Available data
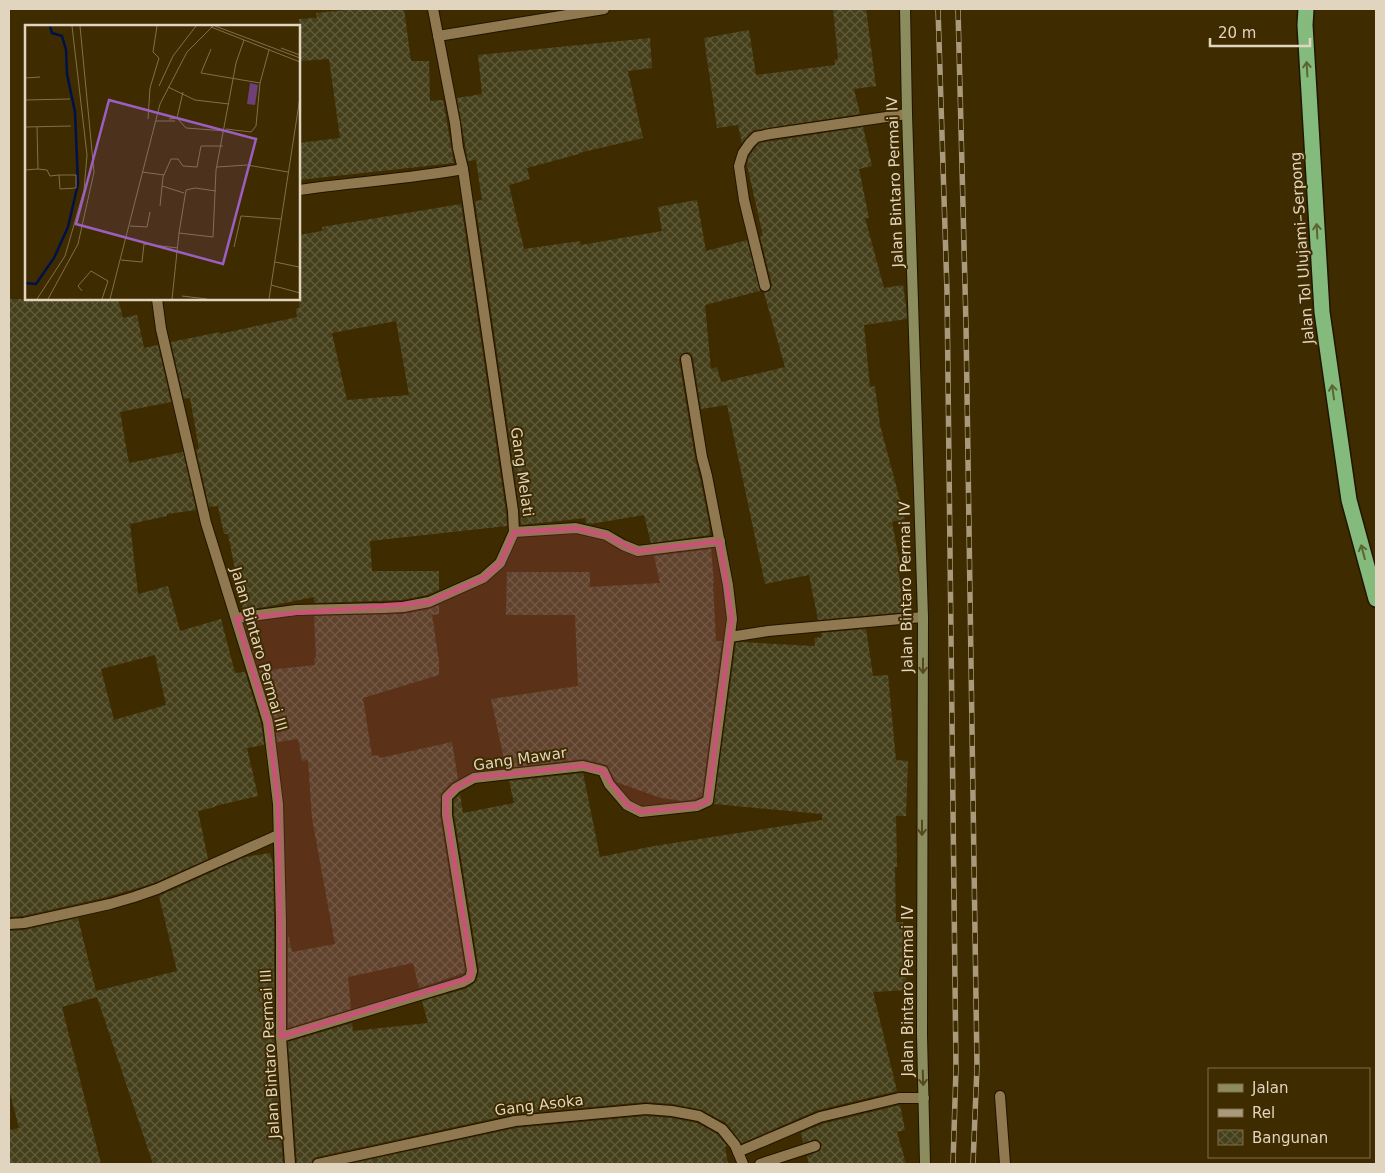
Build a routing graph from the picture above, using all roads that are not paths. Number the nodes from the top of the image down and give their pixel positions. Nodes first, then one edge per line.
1 (433, 9) edge
2 (604, 9) edge
3 (906, 9) edge
4 (1306, 9) edge
5 (438, 36) junction
6 (907, 114) junction
7 (463, 170) junction
8 (300, 190) edge
9 (765, 286) dead end
10 (157, 300) edge
11 (686, 359) dead end
12 (514, 532) junction
13 (720, 541) junction
14 (1376, 599) edge
15 (923, 617) junction
16 (236, 618) junction
17 (730, 637) junction
18 (278, 835) junction
19 (9, 924) edge
20 (281, 1037) junction
21 (1000, 1096) dead end
22 (924, 1098) junction
23 (814, 1146) dead end
24 (738, 1152) junction
25 (290, 1164) edge
26 (318, 1164) edge
27 (743, 1164) edge
28 (760, 1164) edge
29 (925, 1164) edge
30 (1005, 1164) edge

1 - 5 street
2 - 5 street
3 - 6 street, Jalan Bintaro Permai IV
14 -> 4 highway, Jalan Tol Ulujami–Serpong
5 - 7 street
6 - 9 street
6 - 15 street, Jalan Bintaro Permai IV
7 - 8 street
7 - 12 street, Gang Melati
10 - 16 street, Jalan Bintaro Permai III
11 - 13 street
12 - 13 street
12 - 16 street, Gang Melati
13 - 17 street
15 - 17 street
15 -> 22 street, Jalan Bintaro Permai IV
16 - 18 street, Jalan Bintaro Permai III
17 - 20 street, Gang Mawar
18 - 19 street
18 - 20 street, Jalan Bintaro Permai III
20 - 25 street, Jalan Bintaro Permai III
21 - 30 street
22 - 24 street
22 - 29 street, Jalan Bintaro Permai IV
23 - 28 street
24 - 26 street, Gang Asoka
24 - 27 street, Gang Asoka

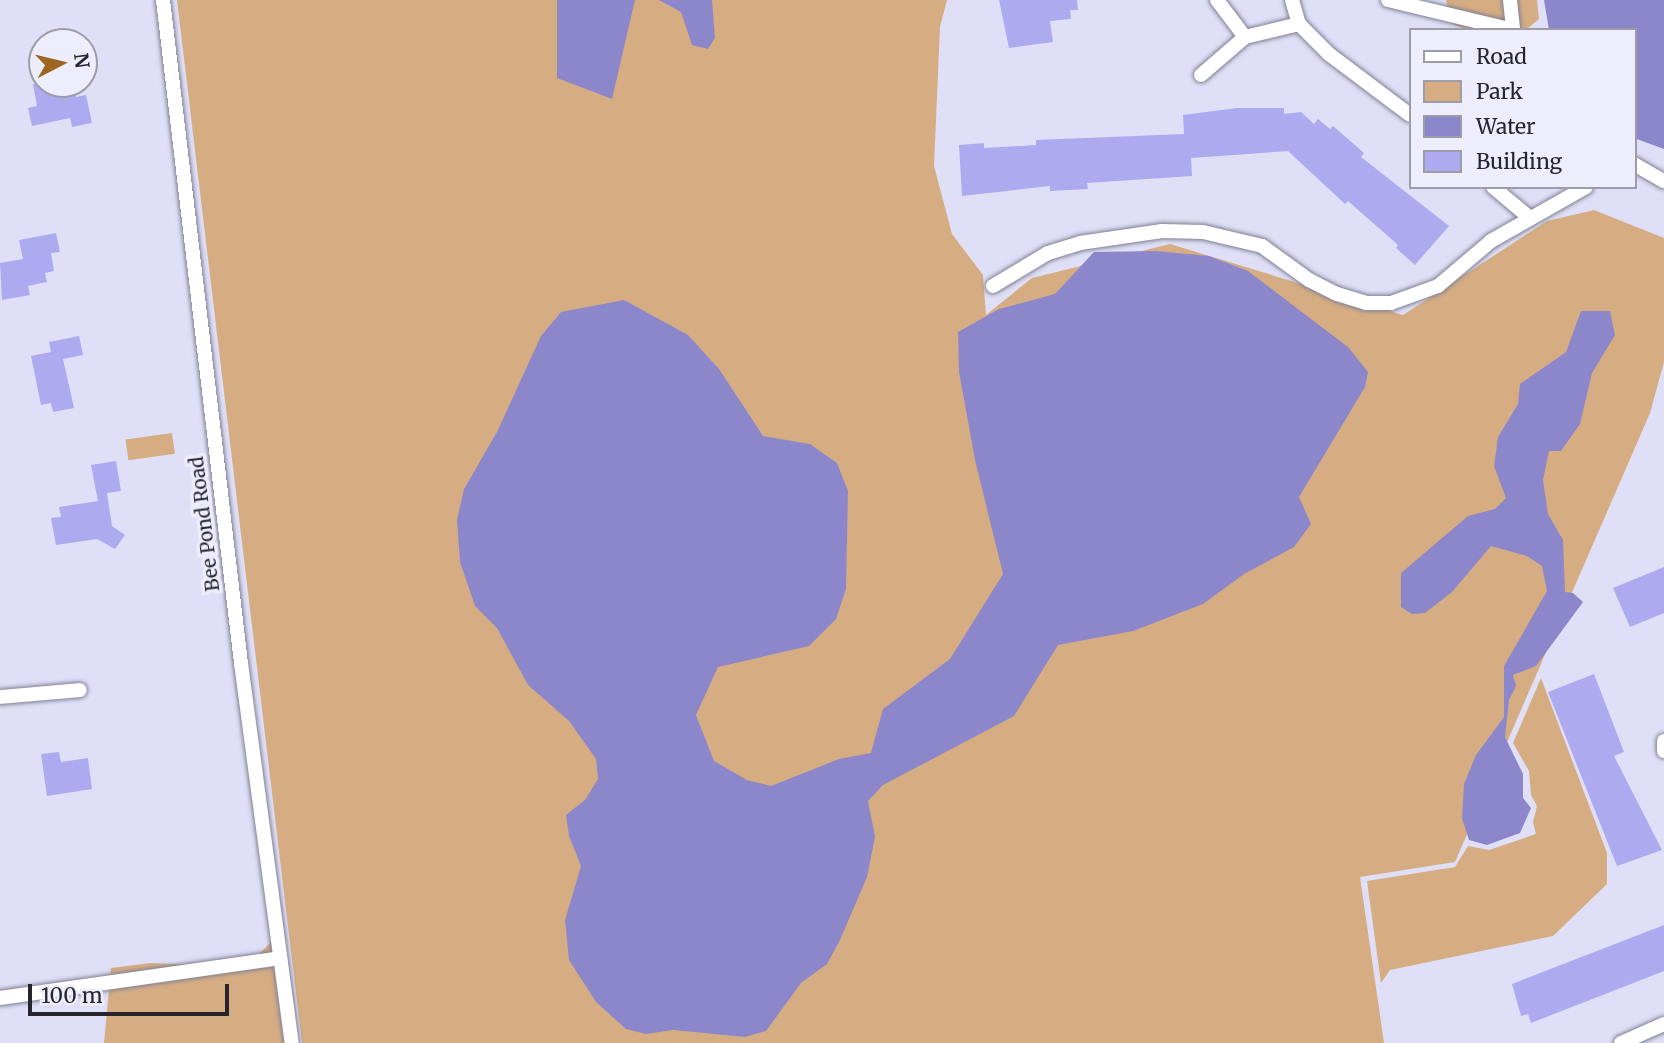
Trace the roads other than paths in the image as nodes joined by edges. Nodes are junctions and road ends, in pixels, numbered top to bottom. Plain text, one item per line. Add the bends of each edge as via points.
1 (163, 0) edge
2 (1217, 0) edge
3 (1292, 0) edge
4 (1388, 0) edge
5 (1510, 0) edge
6 (1299, 24) junction
7 (1505, 28) edge
8 (1513, 28) edge
9 (1245, 37) junction
10 (1201, 75) dead end
11 (1408, 113) edge
12 (1636, 165) edge
13 (1664, 181) edge
14 (1495, 189) edge
15 (1582, 189) edge
16 (1530, 218) junction
17 (993, 286) dead end
18 (80, 690) dead end
19 (0, 697) edge
20 (1664, 741) edge
21 (1664, 751) edge
22 (280, 958) junction
23 (0, 998) edge
24 (1664, 1024) edge
25 (292, 1043) edge
26 (1621, 1043) edge

1 - 22 street, Bee Pond Road
2 - 9 street
3 - 6 street
4 - 7 street
5 - 8 street
6 - 9 street
6 - 11 street via 1329,54
9 - 10 street
12 - 13 street
14 - 16 street
15 - 16 street
16 - 17 street via 1491,241 1438,286 1391,303 1366,303 1337,294 1262,246 1203,232 1162,231 1080,243 1048,253
18 - 19 street
20 - 21 street
22 - 23 street
22 - 25 street, Bee Pond Road
24 - 26 street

Task goal
Although the records contain pictures, your copy should hold only the text, reproduced exactly.

Response box
Build a routing graph from the picture above, using all roads that are not paths. Number the nodes from the top of the image down and give their pixel positions. Nodes first, then one edge per line.
1 (433, 9) edge
2 (604, 9) edge
3 (906, 9) edge
4 (1306, 9) edge
5 (438, 36) junction
6 (907, 114) junction
7 (463, 170) junction
8 (300, 190) edge
9 (765, 286) dead end
10 (157, 300) edge
11 (686, 359) dead end
12 (514, 532) junction
13 (720, 541) junction
14 (1376, 599) edge
15 (923, 617) junction
16 (236, 618) junction
17 (730, 637) junction
18 (278, 835) junction
19 (9, 924) edge
20 (281, 1037) junction
21 (1000, 1096) dead end
22 (924, 1098) junction
23 (814, 1146) dead end
24 (738, 1152) junction
25 (290, 1164) edge
26 (318, 1164) edge
27 (743, 1164) edge
28 (760, 1164) edge
29 (925, 1164) edge
30 (1005, 1164) edge

1 - 5 street
2 - 5 street
3 - 6 street, Jalan Bintaro Permai IV
14 -> 4 highway, Jalan Tol Ulujami–Serpong
5 - 7 street
6 - 9 street
6 - 15 street, Jalan Bintaro Permai IV
7 - 8 street
7 - 12 street, Gang Melati
10 - 16 street, Jalan Bintaro Permai III
11 - 13 street
12 - 13 street
12 - 16 street, Gang Melati
13 - 17 street
15 - 17 street
15 -> 22 street, Jalan Bintaro Permai IV
16 - 18 street, Jalan Bintaro Permai III
17 - 20 street, Gang Mawar
18 - 19 street
18 - 20 street, Jalan Bintaro Permai III
20 - 25 street, Jalan Bintaro Permai III
21 - 30 street
22 - 24 street
22 - 29 street, Jalan Bintaro Permai IV
23 - 28 street
24 - 26 street, Gang Asoka
24 - 27 street, Gang Asoka

Trace the roads other than paths in the image as nodes joined by edges. Nodes are junctions and road ends, in pixels, numbered top to bottom. Plain text, one item per line. Add the bends of each edge as via points.
1 (163, 0) edge
2 (1217, 0) edge
3 (1292, 0) edge
4 (1388, 0) edge
5 (1510, 0) edge
6 (1299, 24) junction
7 (1505, 28) edge
8 (1513, 28) edge
9 (1245, 37) junction
10 (1201, 75) dead end
11 (1408, 113) edge
12 (1636, 165) edge
13 (1664, 181) edge
14 (1495, 189) edge
15 (1582, 189) edge
16 (1530, 218) junction
17 (993, 286) dead end
18 (80, 690) dead end
19 (0, 697) edge
20 (1664, 741) edge
21 (1664, 751) edge
22 (280, 958) junction
23 (0, 998) edge
24 (1664, 1024) edge
25 (292, 1043) edge
26 (1621, 1043) edge

1 - 22 street, Bee Pond Road
2 - 9 street
3 - 6 street
4 - 7 street
5 - 8 street
6 - 9 street
6 - 11 street via 1329,54
9 - 10 street
12 - 13 street
14 - 16 street
15 - 16 street
16 - 17 street via 1491,241 1438,286 1391,303 1366,303 1337,294 1262,246 1203,232 1162,231 1080,243 1048,253
18 - 19 street
20 - 21 street
22 - 23 street
22 - 25 street, Bee Pond Road
24 - 26 street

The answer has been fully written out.